The voluntary disclosures by Swiss taxpayers jumped dramatically in 2017. The most likely reason for the increase is the fact that the Swiss government started to collect information under its numerous Automatic Exchange of Information (“AEOI”) agreements. Let’s analyze in more detail this connection between the Swiss voluntary disclosures and the Swiss AEOI Compliance.
Swiss AEOI Compliance: Increase in Swiss Voluntary Disclosures
The increase in Swiss voluntary disclosures between 2015 and 2017 is undeniable. The Swiss said approximately 350,000 voluntary declarations were made in 2016, compared to 328,000 in 2015. While the numbers for 2017 for the entire country are not available, we can extrapolate the 2017 numbers based on the canton of Zurich.
On January 4, 2018, the canton of Zurich reported that there were almost three times as many of voluntary disclosures of unreported assets by Swiss taxpayers in 2017 than in 2016. A total of 6,150 voluntary disclosures were submitted in 2017 whereas only 2,100 voluntary disclosures were made in 2016. The disclosures brought in about 104 million Swiss francs of additional tax income in 2017; the 2016 number was only 85 million Swiss francs.
The Swiss government also stated that the 2017 voluntary disclosures concerning ownership of real estate in Italy, Portugal and Spain were especially high.
Swiss AEOI Compliance Has a Direct Impact on Swiss Voluntary Disclosures
The connection between Swiss AEOI compliance and the increase in the voluntary disclosures is obvious. In fact, the cantonal government of Zurich directly stated that it attributed the jump in voluntary disclosures to the Swiss AEOI agreements, especially those related to the EU countries.
Already in 2017, the Swiss government started collecting financial information about Swiss taxpayers in order to turn it over to its partner jurisdictions under the Swiss AEOI agreements. The exchange of information under the Swiss AEOI compliance obligations is scheduled to begin in the fall of 2018 for the calendar year 2017 and 2019 for the calendar year 2018.
The Swiss AEOI compliance obligations are very broad due to the fact that Switzerland signed AEOI agreements with 53 jurisdictions already, including the European Union. The European Union is considered to be a single jurisdiction even though it consists of twenty-eight countries.
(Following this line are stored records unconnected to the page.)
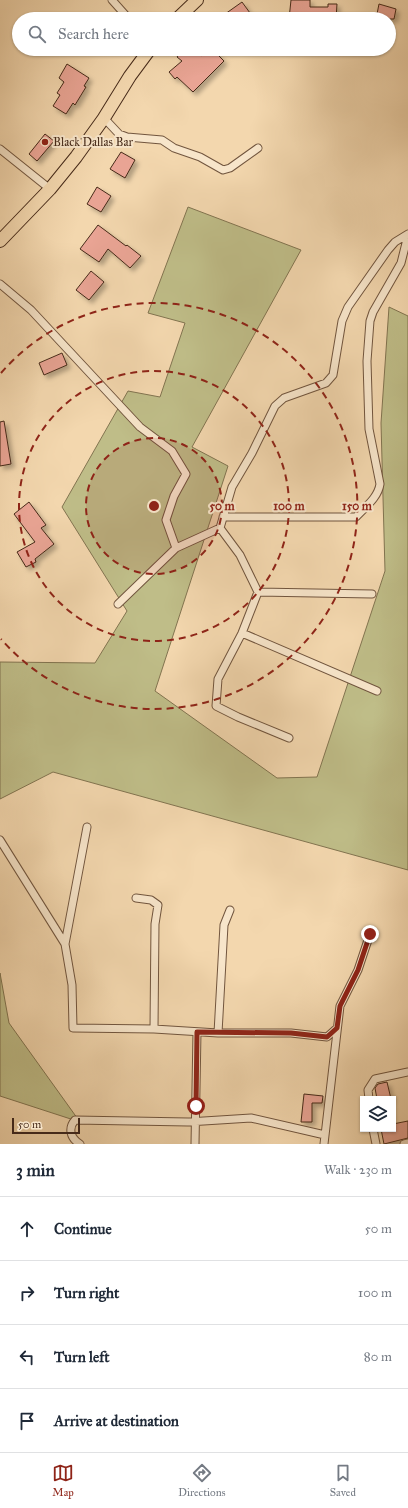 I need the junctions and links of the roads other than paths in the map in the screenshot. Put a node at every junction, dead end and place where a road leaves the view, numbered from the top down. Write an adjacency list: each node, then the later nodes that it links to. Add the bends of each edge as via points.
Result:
1 (112, 0): 3 (street)
2 (197, 0): 4 (main road)
3 (122, 12)
4 (184, 12)
5 (145, 56): 6 (main road)
6 (104, 118): 7 (street, via 119,134 127,138 162,140 223,170 230,168); 9 (main road)
7 (258, 148)
8 (0, 149): 9 (street)
9 (50, 189): 11 (main road)
10 (408, 234): 13 (street, via 388,250 348,307 342,321 333,375 326,383 284,398 275,406 232,487); 13 (street, via 401,263 370,322 367,361 369,429 380,484 376,496 356,517)
11 (0, 241)
12 (0, 284): 15 (street, via 31,310 140,427 172,451 186,474 174,496 166,520)
13 (224, 517): 14 (street)
14 (220, 528): 15 (street); 16 (street, via 240,555)
15 (176, 548): 18 (street)
16 (258, 592): 17 (street); 19 (street)
17 (372, 594)
18 (118, 604)
19 (242, 633): 20 (street); 21 (street, via 218,679 216,706)
20 (377, 691)
21 (289, 738)
22 (87, 827): 27 (street)
23 (0, 840): 27 (street)
24 (136, 898): 29 (street, via 151,900 158,905 155,924)
25 (230, 910): 31 (street, via 224,925)
26 (370, 934): 28 (street, via 358,970 340,1006)
27 (65, 944): 29 (street, via 72,985 72,1028)
28 (337, 1028): 31 (street, via 327,1037 291,1033); 36 (street)
29 (154, 1029): 30 (street)
30 (197, 1032): 31 (street); 34 (street)
31 (218, 1033)
32 (408, 1072): 33 (street, via 375,1079 368,1090)
33 (369, 1096)
34 (195, 1122): 36 (street, via 251,1118); 38 (street, via 75,1120 71,1124 71,1132 74,1141); 39 (street)
35 (374, 1132): 41 (street)
36 (325, 1135): 40 (street)
37 (408, 1143): 42 (street)
38 (80, 1144)
39 (195, 1144)
40 (324, 1144)
41 (376, 1144)
42 (404, 1144) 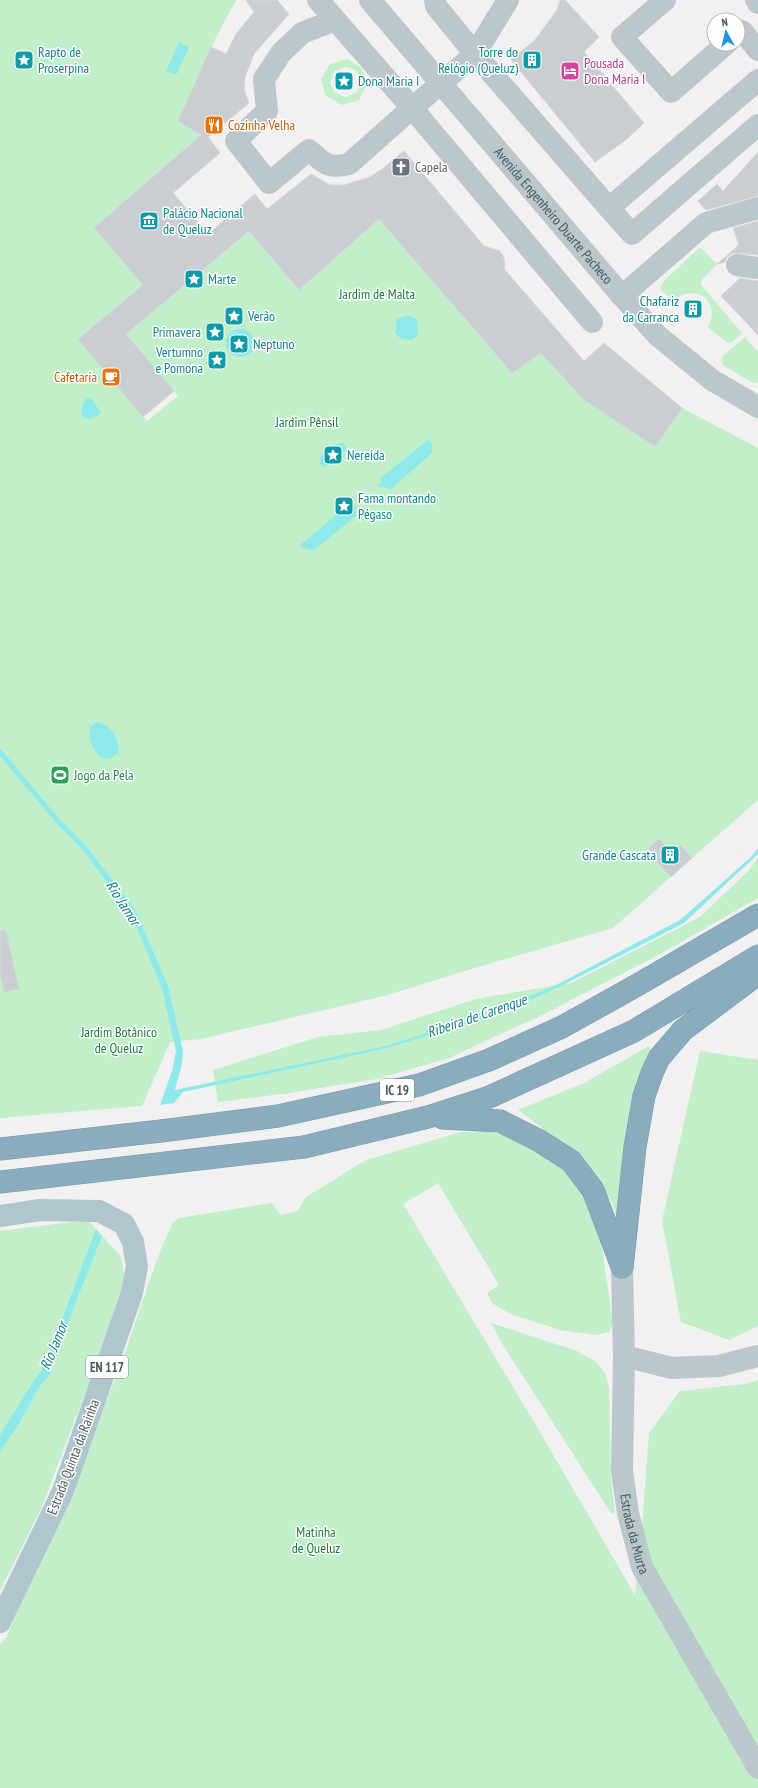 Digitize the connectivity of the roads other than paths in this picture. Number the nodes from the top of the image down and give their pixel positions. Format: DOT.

The EU-Switzerland AEOI agreement was approved by the Swiss Parliament in 2016.
The Connection Between Swiss AEOI Compliance and FATCA
As Sherayzen Law Office has repeatedly pointed out in the past, the passage of FATCA in the United States has completely changed the international tax landscape concerning international information exchange with respect to foreign accounts and other foreign assets. In fact, FATCA and the DOJ Program for Swiss Banks have completely destroyed the vaulted Swiss bank privacy laws (though, the 2008 UBS case made the first hole in this bastion of offshore privacy).
After seeing the success of FATCA with respect to US tax compliance, the rest of the world joined the party. The new Common Reporting Standard or CRS was the OECD’s response to FATCA with an ambition to force even more transparency than required by FATCA and making this transparency apply to the United States. The US government refused to join CRS, but it did not prevent the CRS into growing in as important of an international tax compliance standard as FATCA.
Additionally, the enforcement of FATCA had another side-effect: a rapid proliferation of the AEOI agreements, both bilateral and multilateral. The new web of AEOI agreements is growing larger with the passage of time forcing an ever greater international tax transparency. The recent Swiss AEOI compliance is just the latest example of this trend.
Will we ever see a reversal of this trend? It is a real possibility, but it is unlikely that it will be able to destroy the legal groundwork for greater tax transparency that has been laid out by FATCA, CRS and the AEOI agreements.